Ok, this is fine. You have a system which works for you and meets your needs. That's the point of versioning.
If your API is private (only internally facing) it really doesn't matter how you version as long as it makes sense to you and everyone using it. Where versioning in a standard format matters is when you have many other consumers of your API that need to know "what does this version mean?"
Having an arbitrary versioning system will confuse people who are used to other systems, such as semantic versioning. But if no-one is really using your versioning system except the people creating it - it doesn't really matter.
It's my understanding that you have to increment the major version number if your code introduces breaking changes.
If Thing is used strictly for input and you're now accepting a couple of new values, then you won't break any existing code.
However, if you're returning Thing and I have code like
switch (myThing) {
case PreExistingValue1:
doProcess1(myThing);
break;
case PreExistingValue2:
doSomethingElse();
break;
default:
throw new NotImplementedException();
}
returning new values will break my code. That's something I'd like to know about.
Best Answer
Semver is mostly concerned about versioning libraries and packages in a manner that avoids dependency hell, in it's various incarnations.
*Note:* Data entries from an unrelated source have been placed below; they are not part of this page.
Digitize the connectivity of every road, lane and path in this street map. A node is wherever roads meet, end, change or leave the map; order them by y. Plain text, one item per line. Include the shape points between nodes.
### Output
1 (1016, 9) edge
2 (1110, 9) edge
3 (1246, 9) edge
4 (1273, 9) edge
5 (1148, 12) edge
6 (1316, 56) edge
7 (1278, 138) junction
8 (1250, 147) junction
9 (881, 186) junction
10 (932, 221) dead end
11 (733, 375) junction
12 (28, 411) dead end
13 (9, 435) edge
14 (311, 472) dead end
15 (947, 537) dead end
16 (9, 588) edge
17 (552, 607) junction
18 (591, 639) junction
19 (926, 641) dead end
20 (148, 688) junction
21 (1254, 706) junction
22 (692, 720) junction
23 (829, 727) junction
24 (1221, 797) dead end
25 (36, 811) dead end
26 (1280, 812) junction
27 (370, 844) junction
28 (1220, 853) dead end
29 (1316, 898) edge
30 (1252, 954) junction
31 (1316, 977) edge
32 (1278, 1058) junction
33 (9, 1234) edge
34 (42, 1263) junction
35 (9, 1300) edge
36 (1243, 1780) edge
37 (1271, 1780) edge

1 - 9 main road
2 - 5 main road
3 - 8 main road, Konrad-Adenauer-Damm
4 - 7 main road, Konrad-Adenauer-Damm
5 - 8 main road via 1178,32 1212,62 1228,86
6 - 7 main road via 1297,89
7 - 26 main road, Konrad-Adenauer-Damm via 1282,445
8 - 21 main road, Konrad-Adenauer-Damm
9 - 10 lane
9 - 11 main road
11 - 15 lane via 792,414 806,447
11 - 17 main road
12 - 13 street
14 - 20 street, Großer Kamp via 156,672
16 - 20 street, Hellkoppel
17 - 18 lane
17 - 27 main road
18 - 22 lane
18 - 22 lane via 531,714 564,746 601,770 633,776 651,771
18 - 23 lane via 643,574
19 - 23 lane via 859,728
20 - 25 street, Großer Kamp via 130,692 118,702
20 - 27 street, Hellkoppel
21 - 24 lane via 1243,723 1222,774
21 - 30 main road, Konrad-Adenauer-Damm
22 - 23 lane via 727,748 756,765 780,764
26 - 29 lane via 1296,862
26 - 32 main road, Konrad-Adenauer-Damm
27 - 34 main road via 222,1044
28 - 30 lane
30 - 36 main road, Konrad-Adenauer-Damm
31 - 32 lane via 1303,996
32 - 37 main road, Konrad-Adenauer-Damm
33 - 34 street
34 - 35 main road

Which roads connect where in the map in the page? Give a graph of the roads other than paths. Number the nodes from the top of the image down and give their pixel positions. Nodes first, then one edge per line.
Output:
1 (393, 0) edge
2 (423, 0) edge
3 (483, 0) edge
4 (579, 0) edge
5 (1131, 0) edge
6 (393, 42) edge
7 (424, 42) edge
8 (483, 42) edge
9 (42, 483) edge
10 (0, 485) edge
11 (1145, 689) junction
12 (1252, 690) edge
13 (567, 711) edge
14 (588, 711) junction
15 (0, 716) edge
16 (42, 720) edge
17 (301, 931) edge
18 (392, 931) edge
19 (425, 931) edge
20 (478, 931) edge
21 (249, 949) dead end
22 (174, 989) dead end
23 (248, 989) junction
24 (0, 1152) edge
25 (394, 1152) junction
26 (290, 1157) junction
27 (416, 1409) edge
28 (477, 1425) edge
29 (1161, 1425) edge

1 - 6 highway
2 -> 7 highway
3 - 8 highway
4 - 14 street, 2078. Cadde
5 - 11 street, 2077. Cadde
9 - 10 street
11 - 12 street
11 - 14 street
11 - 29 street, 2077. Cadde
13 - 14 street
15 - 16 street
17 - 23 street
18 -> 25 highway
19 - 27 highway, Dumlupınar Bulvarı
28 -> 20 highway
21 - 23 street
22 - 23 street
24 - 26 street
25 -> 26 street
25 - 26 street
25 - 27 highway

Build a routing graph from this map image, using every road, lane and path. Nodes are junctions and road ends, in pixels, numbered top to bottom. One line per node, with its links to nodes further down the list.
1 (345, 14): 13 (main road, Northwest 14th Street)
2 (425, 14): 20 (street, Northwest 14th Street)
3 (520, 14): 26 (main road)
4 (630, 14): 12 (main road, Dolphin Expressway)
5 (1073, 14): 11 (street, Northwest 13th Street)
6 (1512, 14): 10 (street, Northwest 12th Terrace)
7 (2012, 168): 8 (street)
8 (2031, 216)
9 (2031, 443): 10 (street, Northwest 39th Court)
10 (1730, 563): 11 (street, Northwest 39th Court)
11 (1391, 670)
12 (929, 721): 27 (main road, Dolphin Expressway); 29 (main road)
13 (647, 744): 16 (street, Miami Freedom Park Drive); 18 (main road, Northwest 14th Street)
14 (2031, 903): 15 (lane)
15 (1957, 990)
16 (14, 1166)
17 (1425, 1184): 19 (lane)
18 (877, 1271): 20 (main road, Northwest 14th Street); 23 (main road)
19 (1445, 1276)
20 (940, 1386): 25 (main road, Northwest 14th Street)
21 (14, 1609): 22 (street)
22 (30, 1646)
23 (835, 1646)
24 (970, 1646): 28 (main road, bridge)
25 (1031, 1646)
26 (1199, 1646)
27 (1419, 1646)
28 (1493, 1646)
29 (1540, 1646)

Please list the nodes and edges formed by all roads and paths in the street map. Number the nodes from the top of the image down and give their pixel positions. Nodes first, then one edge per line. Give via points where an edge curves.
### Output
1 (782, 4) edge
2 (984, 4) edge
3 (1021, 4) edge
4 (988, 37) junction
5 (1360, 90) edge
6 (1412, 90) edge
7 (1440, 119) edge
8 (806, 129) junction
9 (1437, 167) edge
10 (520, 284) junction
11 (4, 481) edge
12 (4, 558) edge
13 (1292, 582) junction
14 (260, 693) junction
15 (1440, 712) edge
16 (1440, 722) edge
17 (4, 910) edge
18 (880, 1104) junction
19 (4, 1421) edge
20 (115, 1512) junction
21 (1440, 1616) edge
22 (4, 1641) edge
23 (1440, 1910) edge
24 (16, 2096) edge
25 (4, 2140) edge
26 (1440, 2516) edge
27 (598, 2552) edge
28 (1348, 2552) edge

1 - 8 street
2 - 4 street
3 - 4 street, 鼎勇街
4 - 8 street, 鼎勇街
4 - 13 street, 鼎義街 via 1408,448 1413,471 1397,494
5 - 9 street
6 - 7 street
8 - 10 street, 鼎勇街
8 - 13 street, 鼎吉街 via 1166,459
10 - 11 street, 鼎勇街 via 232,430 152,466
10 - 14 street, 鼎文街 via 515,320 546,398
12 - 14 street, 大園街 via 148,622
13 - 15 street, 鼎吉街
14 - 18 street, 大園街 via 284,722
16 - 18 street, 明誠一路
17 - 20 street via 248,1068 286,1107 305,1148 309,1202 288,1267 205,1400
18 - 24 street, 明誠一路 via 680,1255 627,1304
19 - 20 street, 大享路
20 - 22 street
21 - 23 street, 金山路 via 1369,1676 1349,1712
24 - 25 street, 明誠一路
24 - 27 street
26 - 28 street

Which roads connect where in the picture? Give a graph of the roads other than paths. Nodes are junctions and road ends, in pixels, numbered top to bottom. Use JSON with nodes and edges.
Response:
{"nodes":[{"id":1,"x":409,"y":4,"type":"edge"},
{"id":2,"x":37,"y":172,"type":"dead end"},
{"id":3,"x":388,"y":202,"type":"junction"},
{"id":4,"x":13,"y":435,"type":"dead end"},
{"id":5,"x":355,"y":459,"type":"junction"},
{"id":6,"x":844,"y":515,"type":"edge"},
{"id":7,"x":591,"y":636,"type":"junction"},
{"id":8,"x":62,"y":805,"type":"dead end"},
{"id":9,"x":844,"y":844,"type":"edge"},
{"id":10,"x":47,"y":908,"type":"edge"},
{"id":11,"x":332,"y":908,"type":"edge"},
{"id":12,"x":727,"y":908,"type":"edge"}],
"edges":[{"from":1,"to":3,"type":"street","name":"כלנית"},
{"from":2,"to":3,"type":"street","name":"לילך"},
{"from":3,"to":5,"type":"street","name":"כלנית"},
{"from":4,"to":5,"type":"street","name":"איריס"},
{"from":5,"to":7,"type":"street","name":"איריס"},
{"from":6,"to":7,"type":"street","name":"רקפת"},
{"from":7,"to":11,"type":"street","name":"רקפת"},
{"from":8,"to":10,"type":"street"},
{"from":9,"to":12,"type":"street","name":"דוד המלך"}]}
However, the idea behind Semver can be extended to all kinds of programs – any piece of code has some kind of user interface, or it is pretty useless.
Using the example of consumer software, such as a word processor:
However, many problems which Semver tries to solve do not exist outside of the area of dependency management. In consumer applications, the version is not only a version, but also a marketing asset.
Firefox and Chrome release new versions comparatively frequently, and increment their major version number at each release. This results in ridiculously high version numbers (both are currently in their 30s). A browser with a higher version number must simply be better than a browser with a lower version number, right?
The major version number of Apple's operating system OS X has become part of the name (X is 10 in Roman numerals), making the minor version number the effective major version number.
The Ubuntu operating system uses a year.month.patchlevel versioning scheme. This makes it easy to remember how old your OS is, but makes it much more difficult to figure out which versions are compatible, and how long support for each version lasts.
The Linux kernel bumped the version number from 2.6.39 to 3.0.0, because the
39was getting a bit large, and to commemorate Linux' 20th anniversary.Donald Knuth's legendary TeX typesetting system uses a version number that, as of version 3, converges to π by adding another digit at each release: 3.14159265…. This signifies how the system is getting closer to perfection. Similarly, the Metafont system converges to e: 2.7182818….
So, many applications are not well served by Semver. Pick a versioning scheme that's good for your users (regardless of whether these users are fellow programmers or consumers), and keep it consistent.